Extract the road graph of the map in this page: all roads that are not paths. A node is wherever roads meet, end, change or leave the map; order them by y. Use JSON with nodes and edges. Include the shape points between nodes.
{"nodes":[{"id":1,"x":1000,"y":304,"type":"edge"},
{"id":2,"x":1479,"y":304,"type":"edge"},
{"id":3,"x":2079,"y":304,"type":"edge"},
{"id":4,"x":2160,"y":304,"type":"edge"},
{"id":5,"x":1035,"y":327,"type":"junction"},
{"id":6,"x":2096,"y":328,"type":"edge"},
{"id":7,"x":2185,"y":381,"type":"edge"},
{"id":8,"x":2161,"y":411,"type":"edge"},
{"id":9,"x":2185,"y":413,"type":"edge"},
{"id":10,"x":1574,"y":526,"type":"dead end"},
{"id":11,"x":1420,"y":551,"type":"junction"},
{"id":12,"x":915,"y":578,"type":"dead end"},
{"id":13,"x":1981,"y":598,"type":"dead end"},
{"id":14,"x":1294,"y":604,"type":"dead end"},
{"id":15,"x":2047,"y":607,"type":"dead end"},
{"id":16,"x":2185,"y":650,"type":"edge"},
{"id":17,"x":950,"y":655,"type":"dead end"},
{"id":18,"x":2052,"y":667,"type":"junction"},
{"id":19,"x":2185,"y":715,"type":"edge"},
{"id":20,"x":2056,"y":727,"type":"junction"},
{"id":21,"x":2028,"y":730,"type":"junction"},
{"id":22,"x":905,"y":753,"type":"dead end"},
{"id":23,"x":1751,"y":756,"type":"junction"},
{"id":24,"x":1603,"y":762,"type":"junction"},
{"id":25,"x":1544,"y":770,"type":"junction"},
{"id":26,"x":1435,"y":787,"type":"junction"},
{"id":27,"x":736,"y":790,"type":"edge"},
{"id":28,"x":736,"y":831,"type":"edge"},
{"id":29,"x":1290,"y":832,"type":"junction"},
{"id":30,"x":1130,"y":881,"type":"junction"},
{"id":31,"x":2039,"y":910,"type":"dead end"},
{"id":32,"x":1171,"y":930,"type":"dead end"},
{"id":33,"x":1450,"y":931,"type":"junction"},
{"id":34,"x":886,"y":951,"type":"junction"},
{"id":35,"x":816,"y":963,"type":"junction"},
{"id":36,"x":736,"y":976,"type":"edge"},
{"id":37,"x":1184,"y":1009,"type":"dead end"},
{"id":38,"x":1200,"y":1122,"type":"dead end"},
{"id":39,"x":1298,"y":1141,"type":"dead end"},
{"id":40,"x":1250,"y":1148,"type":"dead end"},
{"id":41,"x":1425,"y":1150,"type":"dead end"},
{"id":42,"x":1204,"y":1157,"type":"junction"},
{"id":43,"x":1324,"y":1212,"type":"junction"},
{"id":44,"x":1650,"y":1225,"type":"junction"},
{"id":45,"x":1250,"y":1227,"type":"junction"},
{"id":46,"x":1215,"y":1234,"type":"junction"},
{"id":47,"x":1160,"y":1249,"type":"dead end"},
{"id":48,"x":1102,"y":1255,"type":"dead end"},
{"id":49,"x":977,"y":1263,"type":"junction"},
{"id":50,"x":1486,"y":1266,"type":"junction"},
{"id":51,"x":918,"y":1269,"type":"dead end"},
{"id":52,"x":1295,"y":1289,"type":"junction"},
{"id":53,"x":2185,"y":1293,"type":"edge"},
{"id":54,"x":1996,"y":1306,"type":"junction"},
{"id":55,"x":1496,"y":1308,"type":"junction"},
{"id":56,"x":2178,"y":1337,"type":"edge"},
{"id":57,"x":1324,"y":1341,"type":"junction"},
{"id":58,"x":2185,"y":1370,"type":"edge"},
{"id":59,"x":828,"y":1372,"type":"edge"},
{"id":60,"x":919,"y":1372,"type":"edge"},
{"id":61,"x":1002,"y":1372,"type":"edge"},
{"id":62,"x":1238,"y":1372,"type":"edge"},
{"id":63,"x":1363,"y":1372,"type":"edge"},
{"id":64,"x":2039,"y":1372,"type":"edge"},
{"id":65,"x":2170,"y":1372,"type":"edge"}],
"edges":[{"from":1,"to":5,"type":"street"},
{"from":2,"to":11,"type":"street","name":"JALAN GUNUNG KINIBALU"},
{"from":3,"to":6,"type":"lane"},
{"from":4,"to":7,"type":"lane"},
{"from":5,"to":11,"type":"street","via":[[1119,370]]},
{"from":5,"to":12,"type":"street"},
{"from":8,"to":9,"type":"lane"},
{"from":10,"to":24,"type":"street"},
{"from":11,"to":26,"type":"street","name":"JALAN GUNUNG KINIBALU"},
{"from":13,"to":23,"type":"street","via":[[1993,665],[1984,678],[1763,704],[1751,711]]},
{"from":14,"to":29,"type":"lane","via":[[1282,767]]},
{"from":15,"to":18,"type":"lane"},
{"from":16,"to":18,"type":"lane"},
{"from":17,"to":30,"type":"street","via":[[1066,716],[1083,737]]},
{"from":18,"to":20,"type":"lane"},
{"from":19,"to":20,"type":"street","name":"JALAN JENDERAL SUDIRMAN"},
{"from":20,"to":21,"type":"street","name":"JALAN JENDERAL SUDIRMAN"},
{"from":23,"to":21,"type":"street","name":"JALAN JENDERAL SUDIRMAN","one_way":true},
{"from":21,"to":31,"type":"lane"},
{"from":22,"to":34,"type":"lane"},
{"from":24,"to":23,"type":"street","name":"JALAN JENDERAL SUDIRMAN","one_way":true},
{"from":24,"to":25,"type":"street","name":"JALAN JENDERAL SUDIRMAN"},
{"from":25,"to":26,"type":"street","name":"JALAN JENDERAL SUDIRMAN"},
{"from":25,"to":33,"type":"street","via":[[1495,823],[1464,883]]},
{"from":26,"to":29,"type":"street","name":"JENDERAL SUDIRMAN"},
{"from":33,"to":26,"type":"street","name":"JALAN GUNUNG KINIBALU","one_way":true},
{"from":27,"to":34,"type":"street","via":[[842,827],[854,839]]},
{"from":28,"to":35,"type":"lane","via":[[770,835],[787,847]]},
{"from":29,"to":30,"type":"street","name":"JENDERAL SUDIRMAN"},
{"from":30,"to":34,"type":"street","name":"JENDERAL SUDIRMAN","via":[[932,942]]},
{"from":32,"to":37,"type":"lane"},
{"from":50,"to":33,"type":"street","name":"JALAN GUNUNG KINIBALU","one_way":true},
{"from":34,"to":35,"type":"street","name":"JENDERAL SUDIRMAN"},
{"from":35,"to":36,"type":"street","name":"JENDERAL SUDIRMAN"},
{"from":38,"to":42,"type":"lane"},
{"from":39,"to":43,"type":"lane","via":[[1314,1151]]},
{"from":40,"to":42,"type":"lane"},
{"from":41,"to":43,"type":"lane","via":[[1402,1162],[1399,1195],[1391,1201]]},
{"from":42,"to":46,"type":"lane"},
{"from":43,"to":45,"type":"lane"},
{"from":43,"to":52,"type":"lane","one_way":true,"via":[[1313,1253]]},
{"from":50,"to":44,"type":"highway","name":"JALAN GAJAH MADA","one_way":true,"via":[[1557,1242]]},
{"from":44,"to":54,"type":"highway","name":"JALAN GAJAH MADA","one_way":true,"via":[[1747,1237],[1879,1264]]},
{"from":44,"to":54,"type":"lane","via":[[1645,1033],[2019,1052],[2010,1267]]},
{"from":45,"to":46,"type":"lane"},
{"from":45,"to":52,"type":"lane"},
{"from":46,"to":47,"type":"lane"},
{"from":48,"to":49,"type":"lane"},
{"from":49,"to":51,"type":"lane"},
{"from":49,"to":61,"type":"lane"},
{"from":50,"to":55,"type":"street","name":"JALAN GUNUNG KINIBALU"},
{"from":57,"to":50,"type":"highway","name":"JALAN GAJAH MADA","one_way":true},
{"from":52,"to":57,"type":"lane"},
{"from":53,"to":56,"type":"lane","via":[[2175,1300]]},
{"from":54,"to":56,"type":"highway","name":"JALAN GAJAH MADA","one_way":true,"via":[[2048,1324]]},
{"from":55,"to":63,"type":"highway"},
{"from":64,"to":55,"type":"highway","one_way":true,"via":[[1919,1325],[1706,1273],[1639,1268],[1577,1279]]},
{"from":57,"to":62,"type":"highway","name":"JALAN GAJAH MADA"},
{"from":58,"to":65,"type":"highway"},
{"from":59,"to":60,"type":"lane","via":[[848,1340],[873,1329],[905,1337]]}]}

__________________________________________________

Work order >>
Report all lines above with "highway".

Result of this exercise >>
{"from":50,"to":44,"type":"highway","name":"JALAN GAJAH MADA","one_way":true,"via":[[1557,1242]]},
{"from":44,"to":54,"type":"highway","name":"JALAN GAJAH MADA","one_way":true,"via":[[1747,1237],[1879,1264]]},
{"from":57,"to":50,"type":"highway","name":"JALAN GAJAH MADA","one_way":true},
{"from":54,"to":56,"type":"highway","name":"JALAN GAJAH MADA","one_way":true,"via":[[2048,1324]]},
{"from":55,"to":63,"type":"highway"},
{"from":64,"to":55,"type":"highway","one_way":true,"via":[[1919,1325],[1706,1273],[1639,1268],[1577,1279]]},
{"from":57,"to":62,"type":"highway","name":"JALAN GAJAH MADA"},
{"from":58,"to":65,"type":"highway"},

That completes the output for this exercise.